It seemed as though the plans for a veterans’ facility at Alameda Point were moving full steam ahead. But no. Last year the project almost died until the East Bay Regional Park District stepped in to help.
The $210 million veterans’ project includes an outpatient clinic, a columbarium, administrative space, and associated parking. It will provide primary and specialty care, including ancillary services, mental health, substance abuse, ambulatory surgery, and vocational rehab for over 7,000 veterans from Northern Alameda County.
It was to be built on part of the 549-acre wildlife refuge parcel at Alameda Point that the Navy was giving to the Department of Veterans Affairs (VA) for the project. As a condition of the land transfer, however, the VA had to agree to take over the entire 549-acre parcel.
Because it was being built on Alameda’s wildlife refuge, the VA project ran into strong opposition from both the Audubon Society and the US Fish & Wildlife Service. As designed, the project’s buildings would encroach on a buffer zone that had been established to protect the endangered least terns’ nesting area. After years of controversy, it became increasingly clear that the VA project might never get off the ground because of the least tern issue.
Two years before this impasse, both the US Fish & Wildlife Service and the VA had independently approached the East Bay Regional Park District about helping to manage Alameda’s wildlife refuge because neither agency had an interest in managing the refuge portion of the property the VA was going to acquire from the Navy.
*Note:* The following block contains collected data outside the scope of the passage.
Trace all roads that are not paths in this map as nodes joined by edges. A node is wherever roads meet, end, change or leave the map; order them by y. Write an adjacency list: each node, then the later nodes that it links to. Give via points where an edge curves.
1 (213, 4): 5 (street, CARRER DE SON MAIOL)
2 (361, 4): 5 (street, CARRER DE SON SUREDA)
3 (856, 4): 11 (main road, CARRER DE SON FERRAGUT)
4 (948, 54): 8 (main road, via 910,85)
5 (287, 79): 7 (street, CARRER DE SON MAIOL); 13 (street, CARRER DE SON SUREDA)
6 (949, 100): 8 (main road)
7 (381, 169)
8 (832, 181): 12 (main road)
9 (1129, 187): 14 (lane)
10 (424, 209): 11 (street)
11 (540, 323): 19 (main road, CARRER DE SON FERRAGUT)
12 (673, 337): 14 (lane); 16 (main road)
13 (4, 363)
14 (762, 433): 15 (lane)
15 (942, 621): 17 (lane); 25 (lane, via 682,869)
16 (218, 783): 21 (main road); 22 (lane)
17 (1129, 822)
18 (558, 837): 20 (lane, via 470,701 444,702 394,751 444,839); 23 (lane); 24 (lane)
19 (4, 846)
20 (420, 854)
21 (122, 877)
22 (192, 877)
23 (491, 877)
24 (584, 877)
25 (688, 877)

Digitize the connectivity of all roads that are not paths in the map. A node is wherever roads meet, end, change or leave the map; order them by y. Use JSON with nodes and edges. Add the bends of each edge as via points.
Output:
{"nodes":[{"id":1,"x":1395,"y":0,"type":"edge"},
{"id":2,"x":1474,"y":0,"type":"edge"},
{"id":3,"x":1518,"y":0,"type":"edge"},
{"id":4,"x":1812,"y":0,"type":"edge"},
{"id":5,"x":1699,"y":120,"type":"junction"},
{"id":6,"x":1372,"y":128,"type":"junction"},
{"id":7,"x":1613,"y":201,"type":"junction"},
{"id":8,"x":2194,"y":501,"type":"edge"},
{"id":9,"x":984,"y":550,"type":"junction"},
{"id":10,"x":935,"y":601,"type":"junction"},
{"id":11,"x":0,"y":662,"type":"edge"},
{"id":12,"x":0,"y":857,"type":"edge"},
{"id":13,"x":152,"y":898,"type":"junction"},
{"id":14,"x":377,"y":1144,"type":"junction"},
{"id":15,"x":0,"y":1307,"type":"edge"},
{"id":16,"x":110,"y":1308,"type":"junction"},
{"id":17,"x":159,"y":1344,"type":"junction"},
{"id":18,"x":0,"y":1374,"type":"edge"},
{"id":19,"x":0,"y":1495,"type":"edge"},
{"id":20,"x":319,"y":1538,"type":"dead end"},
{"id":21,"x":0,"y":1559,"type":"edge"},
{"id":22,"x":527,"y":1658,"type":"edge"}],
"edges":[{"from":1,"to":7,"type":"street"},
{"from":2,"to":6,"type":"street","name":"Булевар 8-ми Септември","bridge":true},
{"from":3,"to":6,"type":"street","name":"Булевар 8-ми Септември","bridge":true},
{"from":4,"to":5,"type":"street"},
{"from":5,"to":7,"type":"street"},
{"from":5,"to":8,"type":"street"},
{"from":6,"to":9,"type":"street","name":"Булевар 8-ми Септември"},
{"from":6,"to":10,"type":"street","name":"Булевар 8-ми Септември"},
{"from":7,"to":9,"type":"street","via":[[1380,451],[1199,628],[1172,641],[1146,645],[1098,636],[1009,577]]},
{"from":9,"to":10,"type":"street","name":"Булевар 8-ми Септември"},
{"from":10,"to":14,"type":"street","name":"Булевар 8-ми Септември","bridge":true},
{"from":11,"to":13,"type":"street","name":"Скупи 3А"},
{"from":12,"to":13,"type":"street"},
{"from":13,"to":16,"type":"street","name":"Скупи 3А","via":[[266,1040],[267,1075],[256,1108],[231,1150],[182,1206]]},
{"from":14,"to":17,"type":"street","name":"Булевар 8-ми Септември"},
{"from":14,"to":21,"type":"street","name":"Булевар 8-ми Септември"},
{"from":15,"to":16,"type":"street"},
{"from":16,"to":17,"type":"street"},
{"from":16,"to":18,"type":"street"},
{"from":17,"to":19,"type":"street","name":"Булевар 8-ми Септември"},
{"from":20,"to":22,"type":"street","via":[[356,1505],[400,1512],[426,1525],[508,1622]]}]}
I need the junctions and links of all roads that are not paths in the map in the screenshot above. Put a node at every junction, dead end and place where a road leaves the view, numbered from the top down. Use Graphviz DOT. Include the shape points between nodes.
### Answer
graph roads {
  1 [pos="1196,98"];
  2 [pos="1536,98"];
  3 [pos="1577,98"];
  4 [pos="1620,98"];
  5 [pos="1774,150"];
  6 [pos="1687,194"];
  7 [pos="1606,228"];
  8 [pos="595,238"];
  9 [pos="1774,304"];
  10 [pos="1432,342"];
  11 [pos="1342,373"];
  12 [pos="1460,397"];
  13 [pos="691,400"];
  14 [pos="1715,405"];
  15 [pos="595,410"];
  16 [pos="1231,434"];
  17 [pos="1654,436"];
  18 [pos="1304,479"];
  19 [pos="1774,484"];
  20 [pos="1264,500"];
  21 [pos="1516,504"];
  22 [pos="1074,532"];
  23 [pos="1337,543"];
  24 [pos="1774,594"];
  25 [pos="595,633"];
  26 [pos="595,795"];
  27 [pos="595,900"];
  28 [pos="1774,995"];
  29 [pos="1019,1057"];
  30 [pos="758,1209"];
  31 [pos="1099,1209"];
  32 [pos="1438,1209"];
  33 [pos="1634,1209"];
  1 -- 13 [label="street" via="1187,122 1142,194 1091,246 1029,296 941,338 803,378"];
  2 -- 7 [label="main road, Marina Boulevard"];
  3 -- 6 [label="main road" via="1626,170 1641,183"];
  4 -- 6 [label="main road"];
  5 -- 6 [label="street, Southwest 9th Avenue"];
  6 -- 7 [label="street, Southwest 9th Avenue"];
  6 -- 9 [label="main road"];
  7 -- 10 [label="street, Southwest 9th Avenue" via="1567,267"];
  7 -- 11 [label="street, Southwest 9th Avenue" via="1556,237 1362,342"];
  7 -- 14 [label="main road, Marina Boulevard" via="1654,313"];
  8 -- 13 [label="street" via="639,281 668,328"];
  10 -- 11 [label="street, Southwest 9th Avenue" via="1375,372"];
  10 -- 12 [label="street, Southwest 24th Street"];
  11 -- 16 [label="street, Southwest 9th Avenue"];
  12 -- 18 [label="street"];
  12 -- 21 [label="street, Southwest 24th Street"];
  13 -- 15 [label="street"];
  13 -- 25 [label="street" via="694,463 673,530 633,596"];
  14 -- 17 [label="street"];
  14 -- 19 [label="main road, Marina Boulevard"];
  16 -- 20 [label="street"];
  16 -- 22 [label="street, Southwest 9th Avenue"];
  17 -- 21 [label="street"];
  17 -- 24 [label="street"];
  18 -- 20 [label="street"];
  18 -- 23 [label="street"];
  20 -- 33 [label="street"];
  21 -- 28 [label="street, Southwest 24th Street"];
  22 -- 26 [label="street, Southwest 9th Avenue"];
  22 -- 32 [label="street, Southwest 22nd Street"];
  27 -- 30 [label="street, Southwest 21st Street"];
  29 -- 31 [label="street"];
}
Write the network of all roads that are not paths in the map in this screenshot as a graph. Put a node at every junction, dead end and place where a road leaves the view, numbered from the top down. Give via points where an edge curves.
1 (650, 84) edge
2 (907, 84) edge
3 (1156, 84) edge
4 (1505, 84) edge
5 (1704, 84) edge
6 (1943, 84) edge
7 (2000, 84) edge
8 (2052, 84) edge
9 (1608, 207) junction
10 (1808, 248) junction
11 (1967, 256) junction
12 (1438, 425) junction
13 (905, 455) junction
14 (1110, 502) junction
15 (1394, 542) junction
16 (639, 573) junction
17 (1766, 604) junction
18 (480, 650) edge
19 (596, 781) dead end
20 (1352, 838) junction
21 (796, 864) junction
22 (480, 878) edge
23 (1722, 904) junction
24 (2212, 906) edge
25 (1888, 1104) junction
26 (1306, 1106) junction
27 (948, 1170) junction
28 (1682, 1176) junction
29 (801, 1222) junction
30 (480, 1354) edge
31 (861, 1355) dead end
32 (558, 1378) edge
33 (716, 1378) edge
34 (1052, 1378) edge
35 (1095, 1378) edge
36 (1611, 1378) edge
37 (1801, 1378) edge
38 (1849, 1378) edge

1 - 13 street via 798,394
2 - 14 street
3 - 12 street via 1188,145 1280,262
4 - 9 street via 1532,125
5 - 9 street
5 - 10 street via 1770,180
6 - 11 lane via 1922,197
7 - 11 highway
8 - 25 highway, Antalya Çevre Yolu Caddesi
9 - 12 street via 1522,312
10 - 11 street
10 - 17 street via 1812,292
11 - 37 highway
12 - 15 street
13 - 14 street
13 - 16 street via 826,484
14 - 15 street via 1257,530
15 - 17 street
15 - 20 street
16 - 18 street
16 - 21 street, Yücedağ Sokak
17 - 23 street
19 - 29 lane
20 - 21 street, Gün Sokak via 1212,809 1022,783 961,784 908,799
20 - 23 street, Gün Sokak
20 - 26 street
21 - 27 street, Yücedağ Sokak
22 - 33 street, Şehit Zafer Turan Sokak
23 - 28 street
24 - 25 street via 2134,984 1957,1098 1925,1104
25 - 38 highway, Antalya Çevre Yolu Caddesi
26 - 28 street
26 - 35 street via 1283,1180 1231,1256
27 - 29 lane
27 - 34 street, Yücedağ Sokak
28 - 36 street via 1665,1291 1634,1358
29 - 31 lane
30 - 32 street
Last year, with the project in doubt, the Park District called the Navy, the VA, the US Fish & Wildlife Service, and the city together at district headquarters and presented a plan that includes moving the VA buildings northward onto the Northwest Territories away from the least tern nesting area. The district plan also would establish a Veterans’ Memorial Park around the VA facility, which would be part of a larger regional park and trail system on the remainder of the Northwest Territories.
At the meeting there was consensus that the city would lease the Northwest Territories parkland to the East Bay Regional Park District for $1 a year, now that the former Navy base land is coming to the city at no cost.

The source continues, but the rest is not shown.